A cornerstone of the applicant’s case all along has been that the site sits within the Kingston Opportunity Area, yet when the report and officer presenting came to consider the level of car parking allowed (the London Plan encourages car free in OAs and accessible town centres), Members were advised that it was equally possible that the site could be considered an ‘Outer’ London location, a category that affords a much higher parking ratio – allowing parking just about consistent with what the applicant proposes.

We do not dispute that the precise boundary for the OA is a matter for the LPA to determine in the future, but it is beyond the bounds of credibility that this site could be considered anything other than OA/town centre. Presenting a range of potential car parking maximums including that for the much more relaxed Outer London standard, when the GLA have said that the scheme should be car free presented a biased and unbalanced view. This will have misled Members into devaluing the weight they needed to apply to the GLA’s car parking objection.

There is a second, and equal if not greater concern with the consideration of car parking, again related to the London Plan Policy. The Committee Report at paragraph 221 refers correctly to how London Plan Policy T6.2 states parking provision should reflect the current approach and not be re-provided at previous levels where this exceeds the standards set out in this policy. This is critical for this scheme, which proposes to demolish one MSCP and replace with another. Given the policy position – not to re-provide at previous levels – it is incomprehensible that the Committee Report (at paragraph 234) and the officer presenting sought to justify the acceptability of a replacement multi-storey car park precisely because misrepresentation of policy and cannot go unchecked, because it goes completely against policy.

The status of the Eden Quarter Development Brief
The Report and officer presenting down played the significance of the EQDB SPD, devaluing it to the extent that Members in coming to their decision will have placed little or no weight on it. There are two issues here:

1. The status of the EQDB SPD as part of the Development Plan, and secondly
2. The relevance of the guidance it provides on appropriate and acceptable building heights.
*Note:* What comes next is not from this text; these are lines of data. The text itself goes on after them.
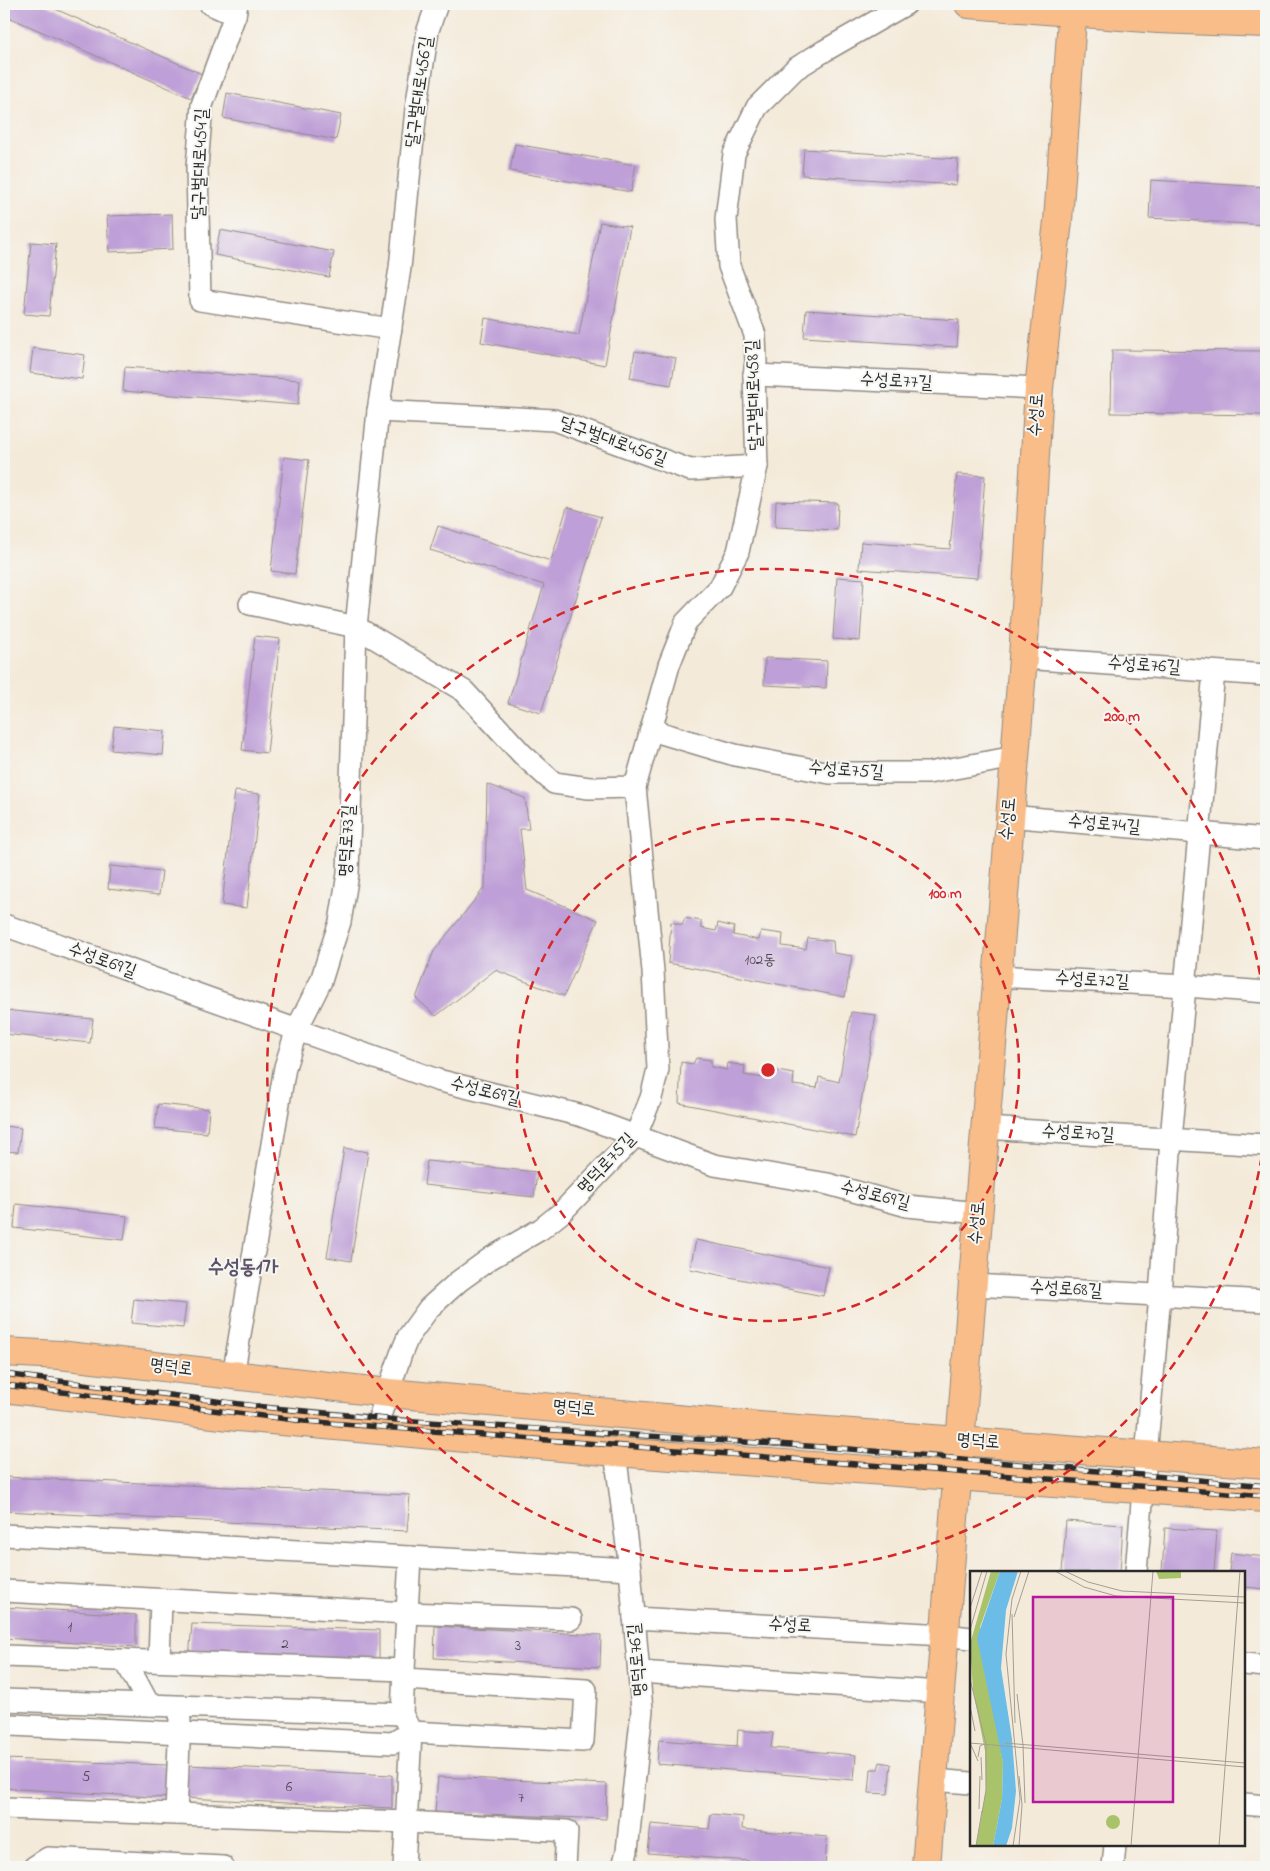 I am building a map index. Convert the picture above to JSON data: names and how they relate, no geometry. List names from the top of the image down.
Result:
{
  "streets": {
    "main road": ["수성로", "명덕로"],
    "street": [
      "달구벌대로456길",
      "달구벌대로454길",
      "수성로77길",
      "달구벌대로458길",
      "수성로76길",
      "수성로75길",
      "수성로74길",
      "명덕로73길",
      "수성로69길",
      "수성로72길",
      "수성로70길",
      "명덕로75길",
      "수성로68길",
      "명덕로76길"
    ]
  },
  "crossings": [
    ["달구벌대로456길", "달구벌대로454길"],
    ["달구벌대로456길", "달구벌대로458길"],
    ["달구벌대로456길", "명덕로73길"],
    ["수성로77길", "달구벌대로458길"],
    ["수성로77길", "수성로"],
    ["달구벌대로458길", "수성로75길"],
    ["달구벌대로458길", "명덕로75길"],
    ["수성로", "수성로76길"],
    ["수성로", "수성로75길"],
    ["수성로", "수성로74길"],
    ["수성로", "수성로69길"],
    ["수성로", "수성로72길"],
    ["수성로", "수성로70길"],
    ["수성로", "수성로68길"],
    ["수성로", "명덕로"],
    ["수성로", "명덕로76길"],
    ["명덕로73길", "수성로69길"],
    ["명덕로73길", "명덕로"],
    ["수성로69길", "명덕로75길"],
    ["명덕로75길", "명덕로"],
    ["명덕로", "명덕로76길"]
  ],
  "districts": ["수성동1가"],
  "house_numbers": [
    "102동",
    "1",
    "2",
    "3",
    "5",
    "6",
    "7"
  ],
  "rings": ["200 m", "100 m"]
}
The officer presenting to the Members of the DCC stated time and again that London Plan Policy D9 – that sets out the requirement to identify where tall buildings are/are not appropriate, was a new policy introduced by the new London Plan, and as this was only adopted in March there had therefore been no time to implement this policy directive. But this is misleading as the encouragement for boroughs to identify locations for tall buildings was included in policy in the previous London Plan (Pol 7.7 part E – indeed both ‘Es’ are relevant and worth reading in this context), and thus the encouragement has been in place
for years. In 2015 Kingston did what the policy suggested it should do – it prepared the EQDB SPD that provided the guidance on where height was /was not appropriate.
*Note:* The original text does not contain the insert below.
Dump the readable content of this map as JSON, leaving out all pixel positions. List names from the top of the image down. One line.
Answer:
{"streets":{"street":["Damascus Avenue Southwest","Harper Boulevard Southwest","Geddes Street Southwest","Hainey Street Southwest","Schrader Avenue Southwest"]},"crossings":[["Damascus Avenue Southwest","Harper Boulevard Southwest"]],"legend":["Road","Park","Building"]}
The effect of the officer’s down playing was to suggest to Members that only minimal weight can be attached to the EQDB SPD as it was not part of, or required by policy until the adoption of the London Plan and policy D9 just four weeks ago. This is wrong – the EQDB is part of Kingston’s Local Development Framework, and was prepared through public engagement and consultation, and adopted by Kingston in conformity with the last London Plan (Pol 7.7E), and indeed in terms of its guidance on building heights the EQDB SPD remains in conformity with current London Plan Policy D9.
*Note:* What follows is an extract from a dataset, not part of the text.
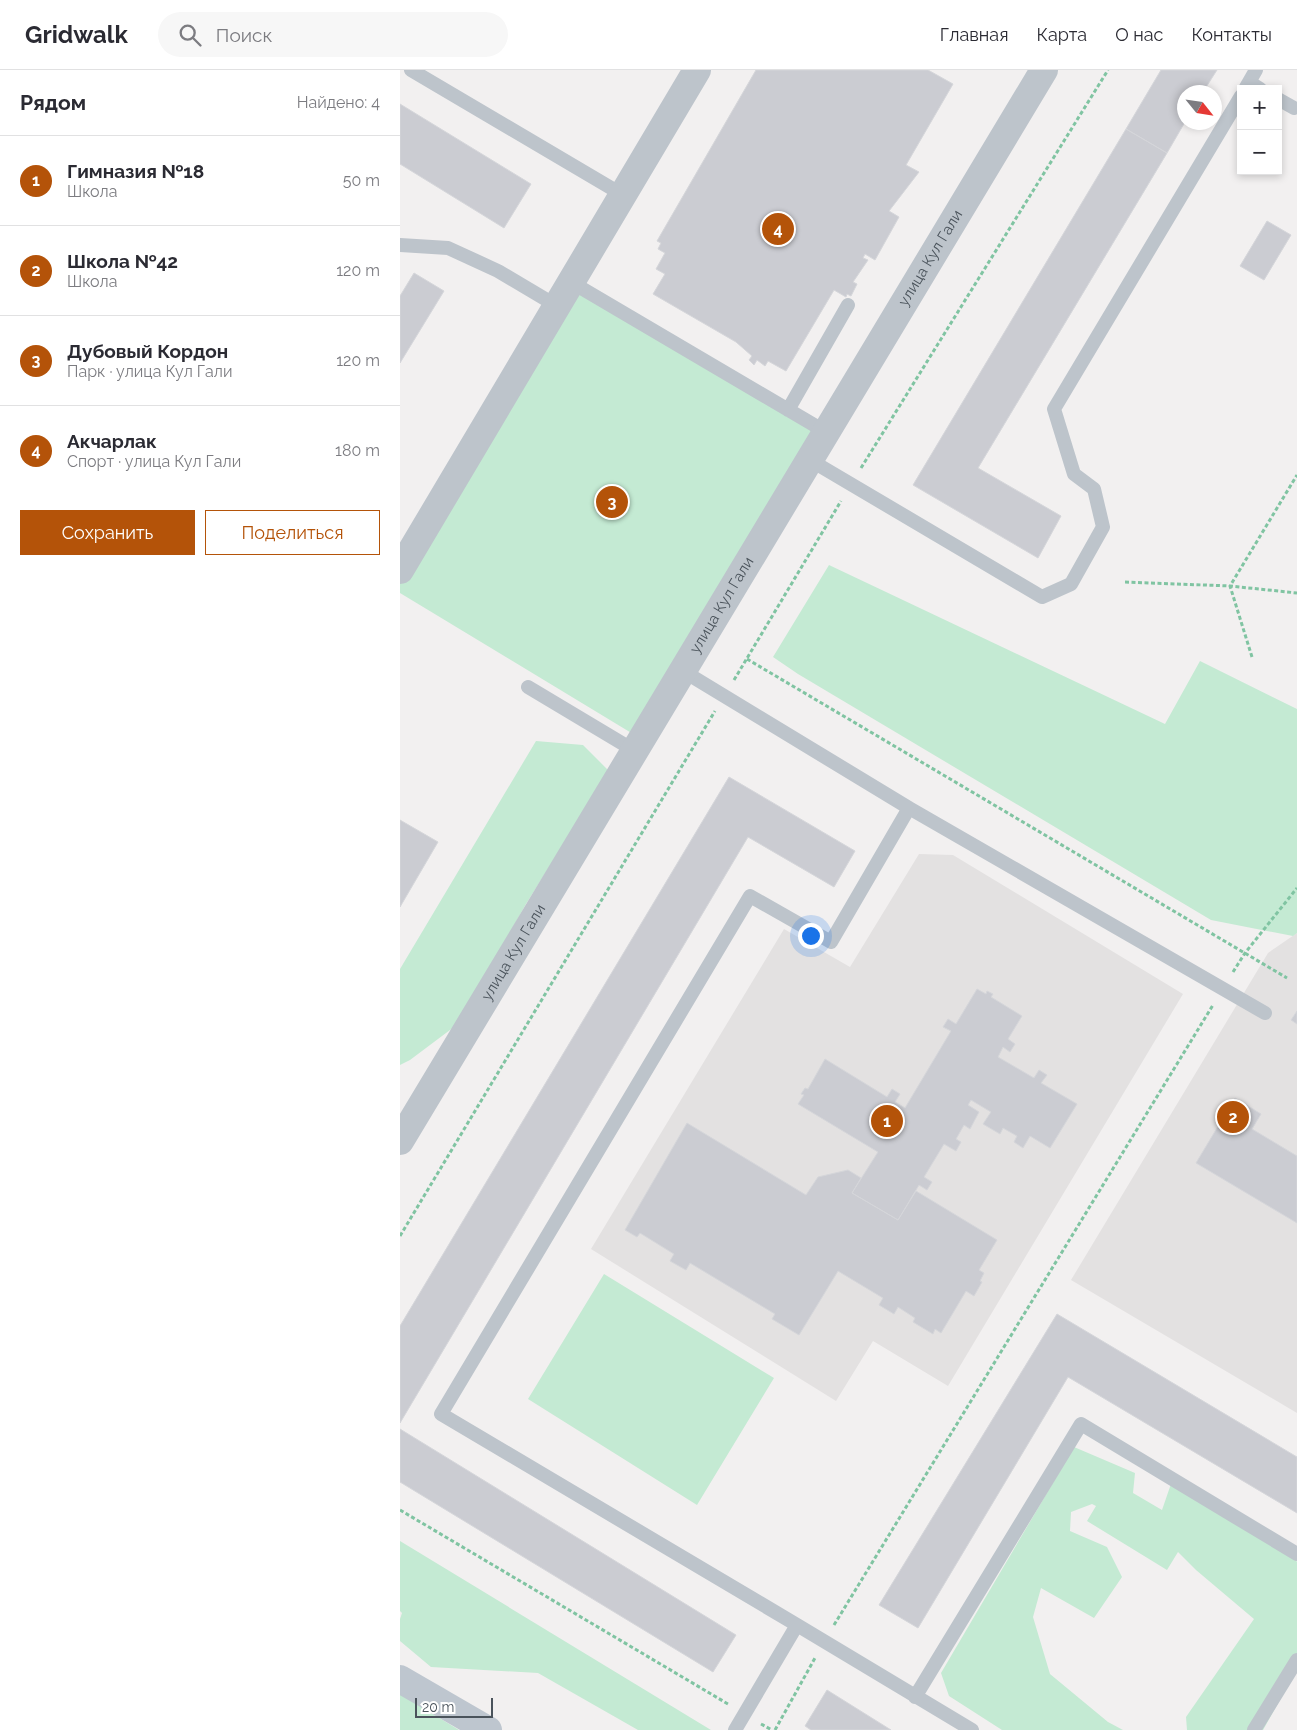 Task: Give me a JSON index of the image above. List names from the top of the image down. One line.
{"streets":{"street":["улица Кул Гали"]},"scale_bar":"20 m","north":"bottom right","page":{"header":"Gridwalk","search":"Поиск","nav":["Главная","Карта","О нас","Контакты"],"heading":["Рядом","Найдено: 4"],"map_buttons":["+","−"],"list":[{"mark":"1","name":"Гимназия №18","note":"Школа","value":"50 m"},{"mark":"2","name":"Школа №42","note":"Школа","value":"120 m"},{"mark":"3","name":"Дубовый Кордон","note":"Парк · улица Кул Гали","value":"120 m"},{"mark":"4","name":"Акчарлак","note":"Спорт · улица Кул Гали","value":"180 m"}],"pins":["4","3","2","1"],"buttons":["Сохранить","Поделиться"],"scale":"20 m"}}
Granted that the guidance in the EQDB SPD has moved on in some respects, such as appropriate uses – development can no longer be expected to be retail-led. However, the guidance in the EQDB SPD on appropriate building heights is as relevant now as it was in 2015. The heights guidance was subject to extensive public consultation and carefullyconsidered. The adopted SPD identifies three locations for taller buildings, and Surrey House is not one of these. Surrey House is identified for between 6-8 storeys precisely because of the harm a building taller than 8 storeys would have on heritage assets and viewing corridors. This position has not changed – Kingston’s heritage assets have been with us for hundreds of years, and we are determined to pass these on to future generations without devaluing them. The officer failed to make Members fully aware of this.

London Plan tall buildings policy
The forth area that neither the report nor the officer presenting made Members aware of, concerns the London Plan tall buildings policy (D9). This contains two critical elements that the report and officer presentation ignored. Firstly, the policy states that tall buildings “should only be developed in locations that are identified as suitable in Development Plans” [our emphasis]. Secondly, the requirement to explore alternative scheme designs where there is the potential for harm to heritage assets [our emphasis]. These aspects of the policy were ignored in the report and by the officer presentation.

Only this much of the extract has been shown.